* **EXERCISE INSTRUCTIONS**:
Search term "Selatan": please copy every line of the records below that contains it.

Stored data:
--- START ---

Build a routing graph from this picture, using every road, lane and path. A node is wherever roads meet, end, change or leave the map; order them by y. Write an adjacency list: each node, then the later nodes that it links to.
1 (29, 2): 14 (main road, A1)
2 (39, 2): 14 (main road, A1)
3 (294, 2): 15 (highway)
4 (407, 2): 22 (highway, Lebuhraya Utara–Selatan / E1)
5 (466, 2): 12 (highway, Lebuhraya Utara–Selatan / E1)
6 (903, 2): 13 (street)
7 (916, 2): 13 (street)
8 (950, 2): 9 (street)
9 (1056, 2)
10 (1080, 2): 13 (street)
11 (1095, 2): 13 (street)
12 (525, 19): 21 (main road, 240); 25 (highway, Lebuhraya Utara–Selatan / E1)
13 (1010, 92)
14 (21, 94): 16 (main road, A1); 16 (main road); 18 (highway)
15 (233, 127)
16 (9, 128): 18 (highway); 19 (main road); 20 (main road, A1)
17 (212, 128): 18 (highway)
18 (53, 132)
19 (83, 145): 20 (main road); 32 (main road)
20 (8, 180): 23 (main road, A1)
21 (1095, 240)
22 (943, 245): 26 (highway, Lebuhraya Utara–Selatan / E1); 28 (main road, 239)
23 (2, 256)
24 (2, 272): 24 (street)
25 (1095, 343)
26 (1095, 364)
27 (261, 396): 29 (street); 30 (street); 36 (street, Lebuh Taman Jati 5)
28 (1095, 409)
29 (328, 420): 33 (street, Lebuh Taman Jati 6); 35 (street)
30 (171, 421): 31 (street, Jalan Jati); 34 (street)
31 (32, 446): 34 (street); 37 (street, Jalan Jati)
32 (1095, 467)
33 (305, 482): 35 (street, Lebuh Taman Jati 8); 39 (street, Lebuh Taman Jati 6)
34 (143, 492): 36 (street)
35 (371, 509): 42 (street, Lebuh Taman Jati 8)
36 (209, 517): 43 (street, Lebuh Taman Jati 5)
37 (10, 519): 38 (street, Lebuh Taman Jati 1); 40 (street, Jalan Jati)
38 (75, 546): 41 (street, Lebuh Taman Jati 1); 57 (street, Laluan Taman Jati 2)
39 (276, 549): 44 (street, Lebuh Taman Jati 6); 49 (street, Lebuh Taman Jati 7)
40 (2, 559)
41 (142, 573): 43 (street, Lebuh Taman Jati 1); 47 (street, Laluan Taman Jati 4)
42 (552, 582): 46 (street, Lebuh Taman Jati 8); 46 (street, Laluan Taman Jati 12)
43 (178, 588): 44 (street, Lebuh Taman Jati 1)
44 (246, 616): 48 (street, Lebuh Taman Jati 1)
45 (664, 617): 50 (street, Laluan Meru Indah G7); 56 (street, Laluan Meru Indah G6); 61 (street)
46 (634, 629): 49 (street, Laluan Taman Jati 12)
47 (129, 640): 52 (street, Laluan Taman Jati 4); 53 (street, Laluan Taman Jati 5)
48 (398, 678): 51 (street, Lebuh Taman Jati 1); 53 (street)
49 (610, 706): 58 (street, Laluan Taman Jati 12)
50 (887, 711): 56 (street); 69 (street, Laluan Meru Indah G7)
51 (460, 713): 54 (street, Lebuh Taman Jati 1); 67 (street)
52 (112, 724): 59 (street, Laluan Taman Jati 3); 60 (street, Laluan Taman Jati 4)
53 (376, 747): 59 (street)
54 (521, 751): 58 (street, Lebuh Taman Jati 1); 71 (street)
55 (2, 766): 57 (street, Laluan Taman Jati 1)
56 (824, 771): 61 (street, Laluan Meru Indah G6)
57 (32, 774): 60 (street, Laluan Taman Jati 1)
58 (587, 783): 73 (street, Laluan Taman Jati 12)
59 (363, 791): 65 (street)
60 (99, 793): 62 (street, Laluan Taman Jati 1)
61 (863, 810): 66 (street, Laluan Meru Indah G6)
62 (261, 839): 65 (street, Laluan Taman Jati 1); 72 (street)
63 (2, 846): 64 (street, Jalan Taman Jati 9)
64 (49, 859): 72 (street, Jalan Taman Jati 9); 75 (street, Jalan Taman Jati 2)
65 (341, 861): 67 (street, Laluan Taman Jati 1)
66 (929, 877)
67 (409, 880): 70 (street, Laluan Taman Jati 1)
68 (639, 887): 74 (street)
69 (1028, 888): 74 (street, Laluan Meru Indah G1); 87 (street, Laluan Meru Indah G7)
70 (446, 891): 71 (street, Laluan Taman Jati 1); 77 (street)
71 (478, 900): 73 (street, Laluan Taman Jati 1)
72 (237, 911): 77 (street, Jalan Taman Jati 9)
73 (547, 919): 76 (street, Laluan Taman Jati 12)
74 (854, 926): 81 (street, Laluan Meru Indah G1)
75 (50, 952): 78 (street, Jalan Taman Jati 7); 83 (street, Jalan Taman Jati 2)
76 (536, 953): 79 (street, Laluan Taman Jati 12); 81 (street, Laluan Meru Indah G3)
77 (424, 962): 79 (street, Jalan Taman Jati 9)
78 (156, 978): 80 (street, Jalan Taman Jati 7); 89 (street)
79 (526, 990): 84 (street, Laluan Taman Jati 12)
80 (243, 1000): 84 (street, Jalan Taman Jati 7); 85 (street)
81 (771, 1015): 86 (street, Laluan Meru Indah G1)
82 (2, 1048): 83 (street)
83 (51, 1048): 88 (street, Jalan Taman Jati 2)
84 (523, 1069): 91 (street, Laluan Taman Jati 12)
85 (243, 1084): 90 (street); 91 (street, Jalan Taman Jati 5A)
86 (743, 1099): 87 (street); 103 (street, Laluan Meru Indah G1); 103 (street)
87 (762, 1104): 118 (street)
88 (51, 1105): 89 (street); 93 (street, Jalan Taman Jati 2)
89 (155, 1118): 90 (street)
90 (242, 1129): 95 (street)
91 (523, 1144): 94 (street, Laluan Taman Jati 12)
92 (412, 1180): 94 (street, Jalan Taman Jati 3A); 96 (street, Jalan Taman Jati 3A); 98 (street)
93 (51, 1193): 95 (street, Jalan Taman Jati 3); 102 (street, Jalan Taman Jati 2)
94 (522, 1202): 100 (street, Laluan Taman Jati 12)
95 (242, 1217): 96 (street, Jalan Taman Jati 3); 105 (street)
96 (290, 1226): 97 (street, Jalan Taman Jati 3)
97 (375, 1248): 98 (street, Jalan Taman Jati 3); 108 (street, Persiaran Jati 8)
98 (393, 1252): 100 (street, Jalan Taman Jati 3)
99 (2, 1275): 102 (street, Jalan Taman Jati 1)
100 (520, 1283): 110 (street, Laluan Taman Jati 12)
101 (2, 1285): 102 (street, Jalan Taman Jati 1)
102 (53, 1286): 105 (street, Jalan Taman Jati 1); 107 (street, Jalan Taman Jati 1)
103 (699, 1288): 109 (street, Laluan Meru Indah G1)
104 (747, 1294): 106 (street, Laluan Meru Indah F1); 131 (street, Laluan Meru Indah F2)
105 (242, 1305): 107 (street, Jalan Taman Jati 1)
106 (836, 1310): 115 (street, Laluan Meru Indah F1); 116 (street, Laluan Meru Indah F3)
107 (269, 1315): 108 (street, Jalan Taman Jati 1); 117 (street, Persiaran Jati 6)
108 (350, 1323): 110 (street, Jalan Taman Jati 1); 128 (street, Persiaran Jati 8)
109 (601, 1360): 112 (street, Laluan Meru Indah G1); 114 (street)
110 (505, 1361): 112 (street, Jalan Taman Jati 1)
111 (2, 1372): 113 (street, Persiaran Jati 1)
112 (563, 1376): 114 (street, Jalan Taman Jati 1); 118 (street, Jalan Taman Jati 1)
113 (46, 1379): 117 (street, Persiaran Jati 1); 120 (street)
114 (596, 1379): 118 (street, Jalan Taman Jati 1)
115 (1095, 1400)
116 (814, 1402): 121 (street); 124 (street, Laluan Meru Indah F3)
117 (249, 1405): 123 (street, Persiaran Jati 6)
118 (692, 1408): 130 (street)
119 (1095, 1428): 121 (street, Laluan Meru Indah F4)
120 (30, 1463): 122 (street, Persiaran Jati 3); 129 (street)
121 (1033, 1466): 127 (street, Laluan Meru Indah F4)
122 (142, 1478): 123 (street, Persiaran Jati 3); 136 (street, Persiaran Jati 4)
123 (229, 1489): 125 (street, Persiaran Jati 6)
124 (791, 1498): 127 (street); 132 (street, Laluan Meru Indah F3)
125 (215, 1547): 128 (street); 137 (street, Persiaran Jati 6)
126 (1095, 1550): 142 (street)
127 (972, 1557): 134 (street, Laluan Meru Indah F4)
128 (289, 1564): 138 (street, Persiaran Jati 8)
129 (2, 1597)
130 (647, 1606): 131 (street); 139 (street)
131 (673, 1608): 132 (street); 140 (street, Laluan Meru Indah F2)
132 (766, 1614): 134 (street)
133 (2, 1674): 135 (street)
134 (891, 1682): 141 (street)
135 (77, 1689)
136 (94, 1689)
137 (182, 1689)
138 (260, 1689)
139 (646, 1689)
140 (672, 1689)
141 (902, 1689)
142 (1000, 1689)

--- END ---

* **PROBLEM SOLUTION**:
4 (407, 2): 22 (highway, Lebuhraya Utara–Selatan / E1)
5 (466, 2): 12 (highway, Lebuhraya Utara–Selatan / E1)
12 (525, 19): 21 (main road, 240); 25 (highway, Lebuhraya Utara–Selatan / E1)
22 (943, 245): 26 (highway, Lebuhraya Utara–Selatan / E1); 28 (main road, 239)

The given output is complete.